The exports over two years include 4,500 complete Buick, Cadillac and Hummer sport-utility vehicles and kits for assembly, or less than 2 percent of Detroit-based General Motors' annual China sales currently, the automaker said in a statement. Automakers Ford Motor Co. and DaimlerChrysler AG have said they'll sign similar agreements today.

The U.S. and Chinese governments are seeking to increase U.S. imports and reduce a Chinese trade surplus expected to rise by a quarter this year to $130 billion. U.S. automakers covet the market in China, which overtook Germany as the No. 3 vehicle market in 2003's first nine months, behind the U.S. and Japan.

U.S. lawmakers have been criticizing China's widening trade surplus. Boeing Co. and General Electric Co. today also will sign agreements in Washington to sell as much as $2.4 billion worth of aircraft and engines to China.

ChinaNews, a state-run news organization, said on its Web site Monday that a group of unidentified Chinese companies will travel to the U.S. next week to buy products including as many as 1,000 luxury cars.

Dearborn, Michigan-based Ford, the second-biggest automaker, will complete an accord this afternoon between its North American and Chinese units, after getting Chinese government approval to boost imports, spokesman Chris Vinyard said yesterday.

Stuttgart, Germany-based DaimlerChrysler, the world's fifth- largest automaker, has an agreement that will strengthen its ability to export U.S.-made models from its Mercedes-Benz and Chrysler units, spokesman Trevor Hale said yesterday.

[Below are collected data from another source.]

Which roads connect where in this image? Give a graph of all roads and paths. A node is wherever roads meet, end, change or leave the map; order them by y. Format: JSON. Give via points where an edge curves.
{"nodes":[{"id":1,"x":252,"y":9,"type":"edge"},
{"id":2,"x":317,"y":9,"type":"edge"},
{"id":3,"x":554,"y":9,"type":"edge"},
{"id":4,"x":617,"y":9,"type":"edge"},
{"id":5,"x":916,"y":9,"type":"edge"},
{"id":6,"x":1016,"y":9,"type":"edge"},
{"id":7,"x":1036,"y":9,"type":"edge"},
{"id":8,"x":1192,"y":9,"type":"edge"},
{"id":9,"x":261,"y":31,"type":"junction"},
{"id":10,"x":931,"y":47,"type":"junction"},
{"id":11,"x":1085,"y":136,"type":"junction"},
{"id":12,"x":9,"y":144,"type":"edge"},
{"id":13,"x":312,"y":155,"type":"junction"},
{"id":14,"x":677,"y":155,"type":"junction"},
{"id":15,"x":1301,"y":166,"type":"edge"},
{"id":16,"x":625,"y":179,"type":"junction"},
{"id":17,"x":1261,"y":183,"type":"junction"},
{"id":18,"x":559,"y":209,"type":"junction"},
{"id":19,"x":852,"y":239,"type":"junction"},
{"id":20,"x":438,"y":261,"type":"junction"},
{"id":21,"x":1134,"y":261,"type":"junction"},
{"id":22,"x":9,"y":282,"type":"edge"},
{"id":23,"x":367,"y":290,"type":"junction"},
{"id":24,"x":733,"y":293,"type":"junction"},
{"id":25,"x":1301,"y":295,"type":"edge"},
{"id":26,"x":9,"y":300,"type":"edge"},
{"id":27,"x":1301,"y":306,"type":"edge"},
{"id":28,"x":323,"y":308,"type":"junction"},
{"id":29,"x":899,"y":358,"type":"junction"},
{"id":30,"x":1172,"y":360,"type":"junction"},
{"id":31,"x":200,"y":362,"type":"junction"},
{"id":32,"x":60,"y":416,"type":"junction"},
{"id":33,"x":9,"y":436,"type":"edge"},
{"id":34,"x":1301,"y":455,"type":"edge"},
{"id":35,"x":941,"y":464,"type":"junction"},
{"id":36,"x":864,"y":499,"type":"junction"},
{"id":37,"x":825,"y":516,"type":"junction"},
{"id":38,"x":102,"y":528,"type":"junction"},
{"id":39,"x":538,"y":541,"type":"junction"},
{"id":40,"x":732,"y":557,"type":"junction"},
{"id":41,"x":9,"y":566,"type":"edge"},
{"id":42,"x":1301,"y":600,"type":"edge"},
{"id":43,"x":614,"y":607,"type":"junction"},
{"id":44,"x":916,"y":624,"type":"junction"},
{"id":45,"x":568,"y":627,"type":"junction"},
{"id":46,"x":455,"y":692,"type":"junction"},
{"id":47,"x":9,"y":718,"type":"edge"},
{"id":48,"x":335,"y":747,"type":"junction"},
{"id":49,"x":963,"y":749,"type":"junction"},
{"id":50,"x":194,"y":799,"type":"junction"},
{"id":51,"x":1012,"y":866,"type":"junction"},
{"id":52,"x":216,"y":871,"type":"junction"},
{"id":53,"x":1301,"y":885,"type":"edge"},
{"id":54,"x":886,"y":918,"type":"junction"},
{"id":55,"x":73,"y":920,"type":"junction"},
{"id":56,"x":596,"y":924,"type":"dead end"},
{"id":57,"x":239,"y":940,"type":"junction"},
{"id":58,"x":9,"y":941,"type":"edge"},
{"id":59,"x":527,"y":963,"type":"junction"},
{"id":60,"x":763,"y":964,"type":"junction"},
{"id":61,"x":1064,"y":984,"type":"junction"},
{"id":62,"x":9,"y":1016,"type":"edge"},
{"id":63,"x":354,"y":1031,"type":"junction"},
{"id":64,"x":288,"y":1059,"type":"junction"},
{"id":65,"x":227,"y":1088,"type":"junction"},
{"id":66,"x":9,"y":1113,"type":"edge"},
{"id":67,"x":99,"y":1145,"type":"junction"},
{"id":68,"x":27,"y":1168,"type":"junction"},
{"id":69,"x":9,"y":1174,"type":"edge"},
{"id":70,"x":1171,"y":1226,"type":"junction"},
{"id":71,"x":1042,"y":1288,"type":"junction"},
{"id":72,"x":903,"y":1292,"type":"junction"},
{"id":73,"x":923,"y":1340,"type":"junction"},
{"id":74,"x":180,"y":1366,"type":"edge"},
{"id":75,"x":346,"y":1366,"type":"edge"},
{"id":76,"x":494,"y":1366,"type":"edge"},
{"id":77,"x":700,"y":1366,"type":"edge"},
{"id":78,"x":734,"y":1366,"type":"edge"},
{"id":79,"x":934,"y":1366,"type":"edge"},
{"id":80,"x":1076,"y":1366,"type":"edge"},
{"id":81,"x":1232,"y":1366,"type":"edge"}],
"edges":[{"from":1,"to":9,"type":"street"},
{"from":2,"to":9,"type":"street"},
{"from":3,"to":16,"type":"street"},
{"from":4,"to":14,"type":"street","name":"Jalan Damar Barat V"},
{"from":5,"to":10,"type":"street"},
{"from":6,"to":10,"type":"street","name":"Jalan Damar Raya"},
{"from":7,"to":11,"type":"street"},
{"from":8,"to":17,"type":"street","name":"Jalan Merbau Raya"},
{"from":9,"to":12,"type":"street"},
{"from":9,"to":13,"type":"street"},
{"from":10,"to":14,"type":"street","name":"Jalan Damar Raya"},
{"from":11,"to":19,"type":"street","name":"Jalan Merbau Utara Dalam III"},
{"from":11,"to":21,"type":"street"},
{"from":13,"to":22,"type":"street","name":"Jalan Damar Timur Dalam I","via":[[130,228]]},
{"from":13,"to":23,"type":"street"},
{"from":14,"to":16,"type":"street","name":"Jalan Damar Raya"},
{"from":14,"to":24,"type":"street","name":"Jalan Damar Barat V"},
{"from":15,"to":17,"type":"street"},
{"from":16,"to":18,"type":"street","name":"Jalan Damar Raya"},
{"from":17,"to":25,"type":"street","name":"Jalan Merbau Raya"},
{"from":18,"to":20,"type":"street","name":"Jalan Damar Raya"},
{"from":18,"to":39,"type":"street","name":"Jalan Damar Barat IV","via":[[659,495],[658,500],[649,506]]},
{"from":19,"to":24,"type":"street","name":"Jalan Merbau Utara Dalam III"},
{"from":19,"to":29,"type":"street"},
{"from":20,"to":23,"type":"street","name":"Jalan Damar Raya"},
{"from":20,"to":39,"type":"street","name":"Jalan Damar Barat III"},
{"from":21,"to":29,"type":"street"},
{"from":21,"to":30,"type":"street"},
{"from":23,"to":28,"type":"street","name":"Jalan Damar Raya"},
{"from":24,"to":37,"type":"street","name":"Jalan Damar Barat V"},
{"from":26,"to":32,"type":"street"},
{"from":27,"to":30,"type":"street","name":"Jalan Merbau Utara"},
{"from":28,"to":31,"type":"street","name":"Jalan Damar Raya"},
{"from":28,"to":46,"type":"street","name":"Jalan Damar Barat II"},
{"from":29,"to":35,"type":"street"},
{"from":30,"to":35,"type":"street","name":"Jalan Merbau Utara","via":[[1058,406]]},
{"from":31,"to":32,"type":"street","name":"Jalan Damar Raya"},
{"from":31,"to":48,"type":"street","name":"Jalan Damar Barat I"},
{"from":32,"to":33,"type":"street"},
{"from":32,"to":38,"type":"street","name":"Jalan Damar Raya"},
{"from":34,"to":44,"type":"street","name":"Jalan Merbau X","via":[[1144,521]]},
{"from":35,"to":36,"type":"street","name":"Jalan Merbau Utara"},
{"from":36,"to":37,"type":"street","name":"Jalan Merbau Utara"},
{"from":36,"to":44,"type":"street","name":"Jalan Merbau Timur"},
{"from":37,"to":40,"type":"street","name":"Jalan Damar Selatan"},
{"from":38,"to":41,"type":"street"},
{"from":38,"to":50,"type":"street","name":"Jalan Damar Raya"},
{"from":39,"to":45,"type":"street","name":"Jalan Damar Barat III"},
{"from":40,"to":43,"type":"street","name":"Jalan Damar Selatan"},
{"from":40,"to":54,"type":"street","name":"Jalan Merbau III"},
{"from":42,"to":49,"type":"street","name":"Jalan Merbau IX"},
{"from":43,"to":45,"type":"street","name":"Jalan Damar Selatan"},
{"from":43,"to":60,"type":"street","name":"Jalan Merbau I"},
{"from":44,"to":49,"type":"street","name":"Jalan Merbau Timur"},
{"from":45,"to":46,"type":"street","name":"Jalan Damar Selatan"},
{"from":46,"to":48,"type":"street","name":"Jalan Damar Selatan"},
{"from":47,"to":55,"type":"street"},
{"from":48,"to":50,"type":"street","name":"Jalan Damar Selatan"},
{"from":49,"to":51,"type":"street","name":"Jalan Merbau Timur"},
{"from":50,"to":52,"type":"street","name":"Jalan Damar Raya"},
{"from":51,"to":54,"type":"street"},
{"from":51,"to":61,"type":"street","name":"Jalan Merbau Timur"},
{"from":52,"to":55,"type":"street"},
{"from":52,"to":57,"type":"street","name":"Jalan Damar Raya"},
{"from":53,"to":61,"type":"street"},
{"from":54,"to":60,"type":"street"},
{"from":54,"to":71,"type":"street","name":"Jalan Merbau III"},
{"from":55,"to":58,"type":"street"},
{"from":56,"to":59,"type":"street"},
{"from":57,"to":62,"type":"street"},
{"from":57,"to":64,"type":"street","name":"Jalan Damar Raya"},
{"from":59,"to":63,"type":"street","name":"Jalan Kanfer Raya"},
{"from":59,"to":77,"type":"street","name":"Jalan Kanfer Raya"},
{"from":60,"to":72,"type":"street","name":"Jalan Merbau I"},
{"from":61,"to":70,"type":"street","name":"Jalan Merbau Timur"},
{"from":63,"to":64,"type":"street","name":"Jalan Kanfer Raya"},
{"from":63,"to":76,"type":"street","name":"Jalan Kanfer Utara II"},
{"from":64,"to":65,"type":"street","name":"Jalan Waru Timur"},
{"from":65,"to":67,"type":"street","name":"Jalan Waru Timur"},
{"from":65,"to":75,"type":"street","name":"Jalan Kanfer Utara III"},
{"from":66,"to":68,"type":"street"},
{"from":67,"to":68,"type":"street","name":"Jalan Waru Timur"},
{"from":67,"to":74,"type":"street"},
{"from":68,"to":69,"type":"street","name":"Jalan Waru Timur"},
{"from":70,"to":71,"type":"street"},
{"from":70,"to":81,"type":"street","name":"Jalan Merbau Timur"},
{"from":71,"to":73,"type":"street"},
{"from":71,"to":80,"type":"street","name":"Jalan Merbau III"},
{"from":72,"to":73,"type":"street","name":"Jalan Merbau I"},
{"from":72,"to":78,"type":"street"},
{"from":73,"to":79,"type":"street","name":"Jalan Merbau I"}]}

That agreement will be signed this evening at the company's Auburn Hills, Michigan, U.S. headquarters complex.

Sales of cars, trucks and other vehicles in China rose 30 percent to 3.11 million in this year's first nine months from the same period of 2002, according to the China Association of Automobile Manufacturers, more than Germany. General Motors estimates the nation's total will rise 29 percent to 4.4 million for all of 2003.

China ranks behind Japan among Asia's economies.